Lexington was founded in 1775. Eight pioneers were building the first cabin on the site when they heard about the opening battle of the American Revolution (1775-1783). They named the settlement for the battle, which was fought in Lexington, Massachusetts.
Description.
Lexington is the county seat of Fayette County. Race horses and burley tobacco are raised nearby. The grass and water of the area around Lexington are rich in minerals that give horses strong bones and muscles. Auction markets in the Lexington area handle hundreds of Standardbred and Thoroughbred horses every year.
The manufactured products in the Lexington metropolitan area include automobile parts, computer printers, fabricated metal goods, printed materials, and processed foods. Automobiles are manufactured in nearby Georgetown.
Lexington is the home of the University of Kentucky and Transylvania University. Transylvania, chartered in 1780, was the first college west of the Allegheny Mountains.

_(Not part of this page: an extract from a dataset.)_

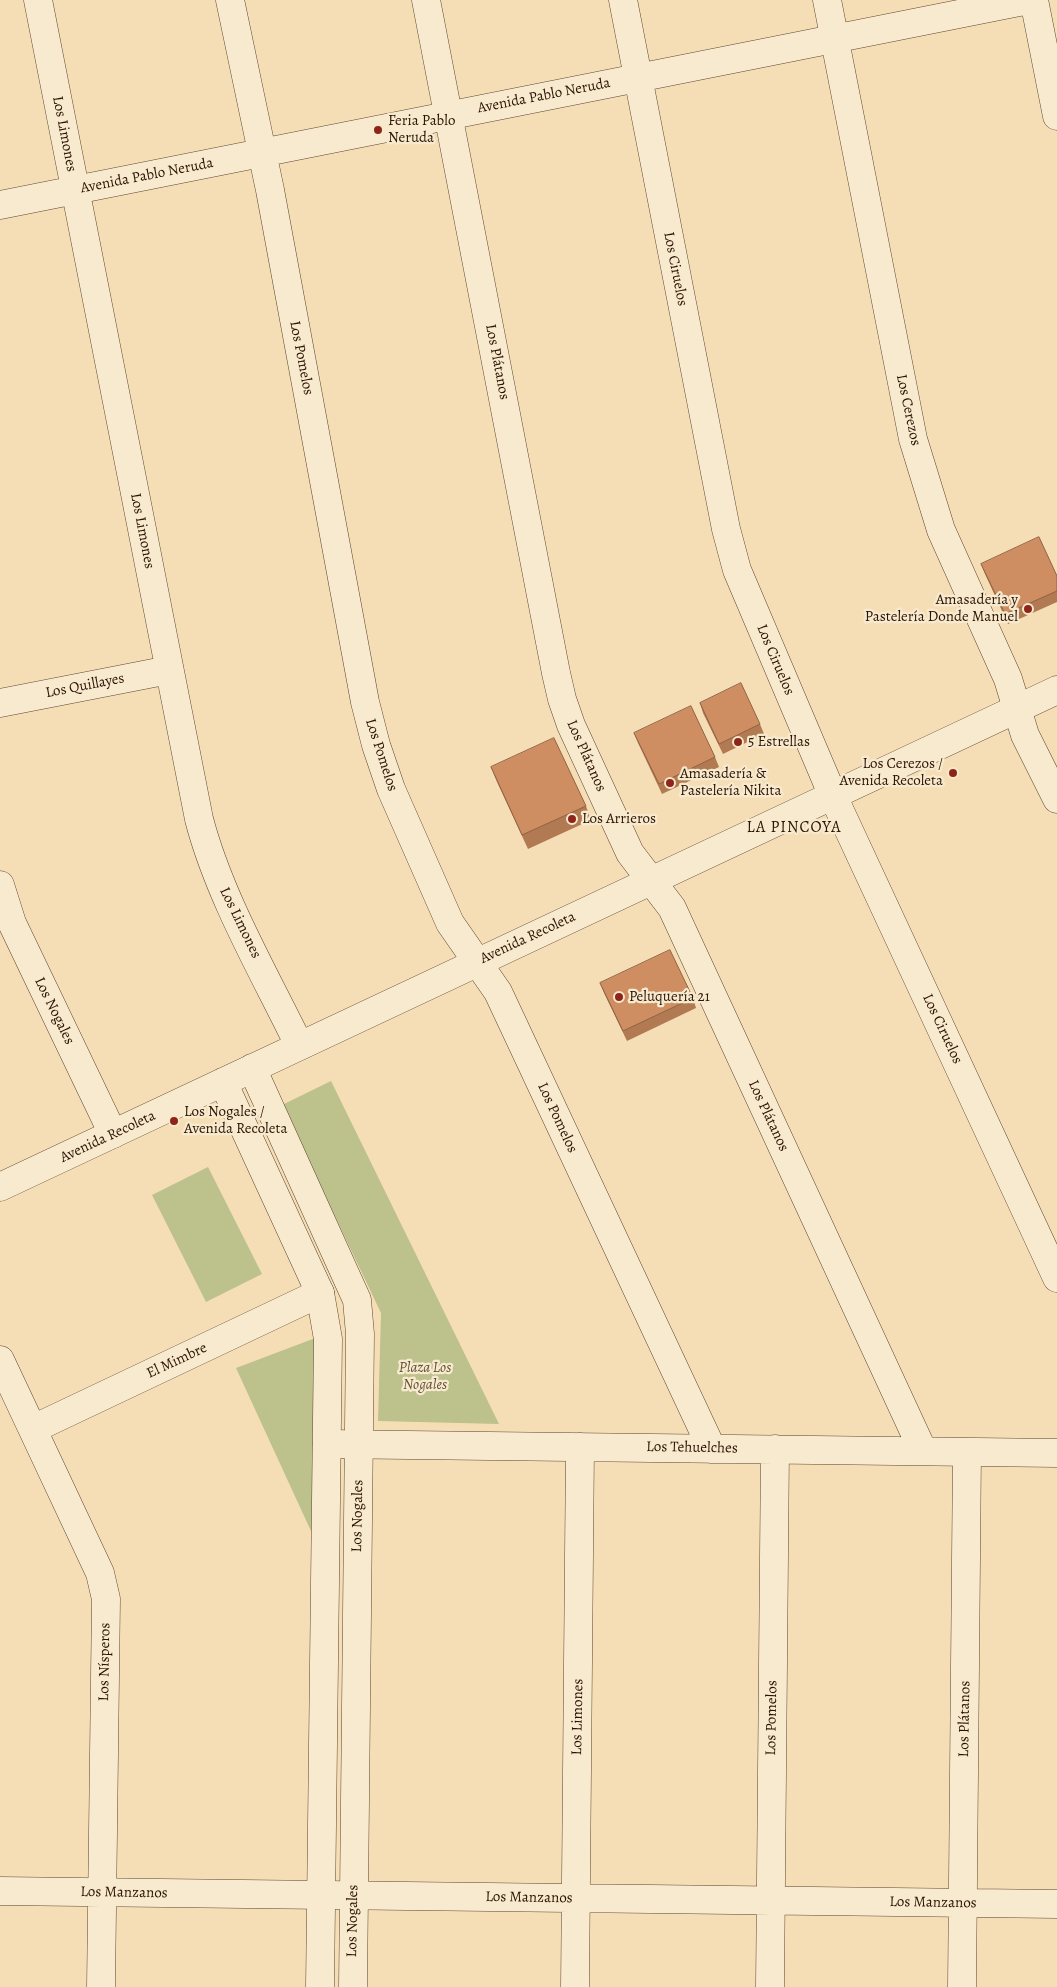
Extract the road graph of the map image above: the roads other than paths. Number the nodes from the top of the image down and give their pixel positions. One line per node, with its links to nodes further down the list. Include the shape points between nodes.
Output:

Lexington’s museums include Ashland, the home of the famous American statesman Henry Clay; and the International Museum of the Horse.
History.
Shawnee Indians hunted in what is now the Lexington area when whites first settled there in 1775. The pioneers abandoned Lexington in 1776 but settled there permanently in 1779. Lexington served as the temporary state capital in 1792.
By the early 1800’s, horse farms had spread across the rolling meadows of the Lexington area. Lexington was incorporated as a city in 1832. Tobacco became important in the area after the 1860’s, when growers developed a variety of the plant especially suited to the soil and climate there.
The Lexington area began to grow rapidly as a manufacturing center during the 1950’s. In 1974, the city combined its government with that of Fayette County. The area became known as Lexington-Fayette Urban County. Lexington Center (now called Central Bank Center), a downtown civic center, opened in 1976. It includes a sports arena, a convention hall, a hotel, and stores. An automobile manufacturing plant in Georgetown, near Lexington, began operations in 1988. In 1998, Hamburg Place, a large shopping center, opened near the intersection of Interstate Highways 75 and 64. Lexington became Kentucky’s largest city in the 1990’s, when its population grew to be greater than that of Louisville. But in 2003, Louisville merged with Jefferson County and surpassed Lexington as the largest city in the state.